B. bagarius is primarily entomophagous. It also feeds on small fishes, frogs and shrimps. B. suchus, however, is a piscivore. B. yarelli feeds primarily on prawns but also eat small fishes and aquatic insects. As predators, these catfish experience bioaccumulation, and thus can be used as bioindicators of river pollution.

B. bagarius breeds in rivers prior to the beginning of the annual flood season.

B. yarelli migrates in schools. It is reported to migrate to follow its prey. It is also reported that it follows Catlocarpio siamensis during its upstream migration. Apparently the main upstream migration begins close to the peak of flood, when the current is very strong and the water is turbid.

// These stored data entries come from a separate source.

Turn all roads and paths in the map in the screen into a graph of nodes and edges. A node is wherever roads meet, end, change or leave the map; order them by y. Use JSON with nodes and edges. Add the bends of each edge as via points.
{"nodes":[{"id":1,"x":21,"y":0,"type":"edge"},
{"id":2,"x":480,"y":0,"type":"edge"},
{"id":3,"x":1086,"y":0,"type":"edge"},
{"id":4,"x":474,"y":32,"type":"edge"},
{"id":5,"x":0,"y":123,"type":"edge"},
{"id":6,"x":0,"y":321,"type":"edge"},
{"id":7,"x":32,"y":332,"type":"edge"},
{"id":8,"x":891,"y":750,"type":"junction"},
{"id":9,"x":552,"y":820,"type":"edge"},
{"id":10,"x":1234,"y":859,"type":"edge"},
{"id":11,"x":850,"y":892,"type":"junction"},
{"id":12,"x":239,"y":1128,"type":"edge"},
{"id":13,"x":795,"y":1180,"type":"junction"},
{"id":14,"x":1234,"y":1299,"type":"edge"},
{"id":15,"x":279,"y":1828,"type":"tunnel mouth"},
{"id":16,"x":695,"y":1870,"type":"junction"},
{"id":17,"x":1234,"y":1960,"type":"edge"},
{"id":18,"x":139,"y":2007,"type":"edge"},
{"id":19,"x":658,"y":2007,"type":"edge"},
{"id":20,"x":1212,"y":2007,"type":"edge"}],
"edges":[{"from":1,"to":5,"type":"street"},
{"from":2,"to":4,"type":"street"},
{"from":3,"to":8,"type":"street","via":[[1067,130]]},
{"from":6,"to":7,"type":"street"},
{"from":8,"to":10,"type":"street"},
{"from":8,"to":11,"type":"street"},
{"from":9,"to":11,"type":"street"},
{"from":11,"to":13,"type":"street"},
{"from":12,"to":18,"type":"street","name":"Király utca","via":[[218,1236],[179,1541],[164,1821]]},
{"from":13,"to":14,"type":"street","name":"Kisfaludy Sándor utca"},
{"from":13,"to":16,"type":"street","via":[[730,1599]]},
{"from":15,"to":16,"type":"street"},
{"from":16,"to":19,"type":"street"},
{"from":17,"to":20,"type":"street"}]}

==Relationship to humans==
Bagarius species are marketed fresh, and are important as a food fish, but the meat spoils rapidly and can cause illness. The goonch catfish B. yarrelli has become an object of media attention as reports have surfaced of some of these fish feeding on funeral pyres in the Kali River. There is speculation that some drownings have also been caused by large specimens that have "developed a taste" for human flesh from the corpses and subsequently have attacked bathers in the river. This is the subject of a TV documentary aired on 22 October 2008, as well as an episode about the Kali River goonch attacks on the Animal Planet series River Monsters.